Columbus Regional also uses Air Defense for round-the-clock monitoring and intrusion protection, a necessity in a healthcare environment. AirDefense's technology incorporates distributed sensors and a server. The remote servers monitor all WLAN activities and communicate with the server, which correlates and analyzes the data for IT to access through a web-enabled console. "The system also looks at the operational performance of the wireless network and lets us know when throughput and performance are affecting users," says Lewack.

For all remote users who come into the hospital with their wireless devices, Lewack says they require a VPN connection to the network. "This uses a Cisco VPN Concentrator system to secure the tunneled communications between the device and the network," says Lewack. In addition to a network user ID and password, Columbus Regional has broken up the WLAN into unrouted VLANs which force all wireless devices to access on the encrypted gateways. This reduces the number of accidental associations of non-authorized devices.

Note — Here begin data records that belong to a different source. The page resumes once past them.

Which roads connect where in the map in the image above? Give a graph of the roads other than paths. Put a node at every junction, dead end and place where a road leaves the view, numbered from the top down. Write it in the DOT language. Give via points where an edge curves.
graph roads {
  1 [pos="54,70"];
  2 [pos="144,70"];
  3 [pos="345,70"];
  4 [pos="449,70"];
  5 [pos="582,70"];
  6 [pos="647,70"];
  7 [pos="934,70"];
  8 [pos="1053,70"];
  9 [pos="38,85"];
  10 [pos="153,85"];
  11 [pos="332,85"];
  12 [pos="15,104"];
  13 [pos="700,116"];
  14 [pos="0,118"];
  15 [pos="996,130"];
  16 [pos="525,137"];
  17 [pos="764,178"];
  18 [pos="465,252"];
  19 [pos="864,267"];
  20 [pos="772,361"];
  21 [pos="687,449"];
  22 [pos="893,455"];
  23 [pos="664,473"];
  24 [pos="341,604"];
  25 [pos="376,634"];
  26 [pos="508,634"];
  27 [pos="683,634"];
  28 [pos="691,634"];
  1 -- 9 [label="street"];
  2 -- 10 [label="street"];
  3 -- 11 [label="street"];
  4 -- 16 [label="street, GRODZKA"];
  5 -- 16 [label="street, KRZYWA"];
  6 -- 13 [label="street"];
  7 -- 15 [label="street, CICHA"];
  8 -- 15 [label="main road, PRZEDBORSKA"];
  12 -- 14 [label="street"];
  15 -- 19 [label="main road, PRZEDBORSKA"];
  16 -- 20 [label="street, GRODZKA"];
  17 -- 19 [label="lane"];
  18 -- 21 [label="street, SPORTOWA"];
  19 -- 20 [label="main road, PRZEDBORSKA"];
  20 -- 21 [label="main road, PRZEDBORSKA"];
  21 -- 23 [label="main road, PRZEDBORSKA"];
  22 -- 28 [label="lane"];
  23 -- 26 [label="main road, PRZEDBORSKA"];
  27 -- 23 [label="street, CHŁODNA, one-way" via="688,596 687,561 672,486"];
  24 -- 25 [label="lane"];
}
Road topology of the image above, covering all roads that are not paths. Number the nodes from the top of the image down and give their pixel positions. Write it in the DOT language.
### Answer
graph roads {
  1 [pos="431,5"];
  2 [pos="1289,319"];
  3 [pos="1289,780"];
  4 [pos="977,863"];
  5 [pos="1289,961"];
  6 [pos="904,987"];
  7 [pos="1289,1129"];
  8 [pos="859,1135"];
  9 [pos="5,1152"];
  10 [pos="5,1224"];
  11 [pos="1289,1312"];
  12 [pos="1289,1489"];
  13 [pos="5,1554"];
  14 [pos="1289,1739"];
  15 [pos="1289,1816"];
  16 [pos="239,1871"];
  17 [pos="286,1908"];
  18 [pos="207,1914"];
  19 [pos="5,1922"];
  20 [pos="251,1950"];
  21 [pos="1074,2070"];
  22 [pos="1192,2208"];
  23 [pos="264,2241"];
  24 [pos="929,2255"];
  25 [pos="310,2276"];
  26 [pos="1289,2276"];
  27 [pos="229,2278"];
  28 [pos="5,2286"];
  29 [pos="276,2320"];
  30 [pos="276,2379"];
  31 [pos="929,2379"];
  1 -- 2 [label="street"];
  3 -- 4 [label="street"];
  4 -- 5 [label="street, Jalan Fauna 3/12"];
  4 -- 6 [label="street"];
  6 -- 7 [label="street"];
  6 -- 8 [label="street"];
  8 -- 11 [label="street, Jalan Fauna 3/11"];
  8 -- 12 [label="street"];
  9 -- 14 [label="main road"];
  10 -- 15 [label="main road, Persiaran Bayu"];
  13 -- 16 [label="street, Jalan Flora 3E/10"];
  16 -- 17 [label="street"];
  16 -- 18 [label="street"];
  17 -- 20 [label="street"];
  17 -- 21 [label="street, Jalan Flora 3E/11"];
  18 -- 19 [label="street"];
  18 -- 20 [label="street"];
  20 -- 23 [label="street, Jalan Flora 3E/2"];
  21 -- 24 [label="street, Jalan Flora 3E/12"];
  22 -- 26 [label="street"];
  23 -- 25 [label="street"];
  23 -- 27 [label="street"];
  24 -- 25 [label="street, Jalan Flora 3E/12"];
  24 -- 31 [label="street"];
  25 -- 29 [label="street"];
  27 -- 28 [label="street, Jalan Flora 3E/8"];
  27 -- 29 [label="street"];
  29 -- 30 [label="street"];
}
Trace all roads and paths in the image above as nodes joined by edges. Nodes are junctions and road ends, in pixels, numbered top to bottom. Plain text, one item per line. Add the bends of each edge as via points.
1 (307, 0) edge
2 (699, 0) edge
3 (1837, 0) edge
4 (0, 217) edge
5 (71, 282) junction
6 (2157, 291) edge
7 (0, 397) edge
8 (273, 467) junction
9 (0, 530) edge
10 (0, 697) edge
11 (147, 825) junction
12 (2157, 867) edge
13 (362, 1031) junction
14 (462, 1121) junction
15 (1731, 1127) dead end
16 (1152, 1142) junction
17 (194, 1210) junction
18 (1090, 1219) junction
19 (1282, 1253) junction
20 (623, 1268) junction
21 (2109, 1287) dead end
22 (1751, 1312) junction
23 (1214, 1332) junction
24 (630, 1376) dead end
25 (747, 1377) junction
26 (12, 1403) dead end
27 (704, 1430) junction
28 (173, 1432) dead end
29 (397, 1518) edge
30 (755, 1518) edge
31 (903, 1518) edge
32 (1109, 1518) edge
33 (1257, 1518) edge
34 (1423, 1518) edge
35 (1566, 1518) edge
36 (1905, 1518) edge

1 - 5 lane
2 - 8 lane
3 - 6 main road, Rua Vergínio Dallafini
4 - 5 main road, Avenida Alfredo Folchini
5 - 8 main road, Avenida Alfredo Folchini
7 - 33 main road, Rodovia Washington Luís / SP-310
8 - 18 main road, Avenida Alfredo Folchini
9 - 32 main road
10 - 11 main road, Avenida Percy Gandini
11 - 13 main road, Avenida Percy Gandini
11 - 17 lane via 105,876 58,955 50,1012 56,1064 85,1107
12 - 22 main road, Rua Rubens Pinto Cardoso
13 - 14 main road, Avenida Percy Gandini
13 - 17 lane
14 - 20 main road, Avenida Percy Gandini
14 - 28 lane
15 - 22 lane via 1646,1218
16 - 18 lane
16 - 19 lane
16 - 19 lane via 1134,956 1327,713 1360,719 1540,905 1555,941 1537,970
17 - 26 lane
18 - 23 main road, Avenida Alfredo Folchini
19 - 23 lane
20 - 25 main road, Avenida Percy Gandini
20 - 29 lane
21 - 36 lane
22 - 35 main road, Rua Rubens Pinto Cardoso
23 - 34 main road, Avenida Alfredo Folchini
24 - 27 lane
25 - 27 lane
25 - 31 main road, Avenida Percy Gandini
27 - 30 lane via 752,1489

Why risk an attack? "You have to keep in mind that when everything is encrypted, we are looking at the convenience of the physicians to be able to get the information more easily," says Lewack. "The more easily they can get the information, the sooner they can get the diagnosis and allow patients to receive treatment and leave."


Conclusion


Beth Israel's Halamka sees wireless as no longer an option, but an enterprise utility. In the wake of mounting pressure to adopt more sophisticated clinical information systems and decision-support technologies that improve operational efficiency and increase patient safety, healthcare organizations are turning to wireless to put these tools into the hands of care providers at the point of care. Since power is going where power has never been before, IT and network engineers experienced with the rigors of wireless technology suggest outside consulting. Most wireless users in hospitals suggest piloting a project before deploying it throughout the enterprise. Also, test out a variety of mobile computing devices. If the mobile devices aren't user friendly - and the WLAN lacks integrity - physicians and nurses won't use them.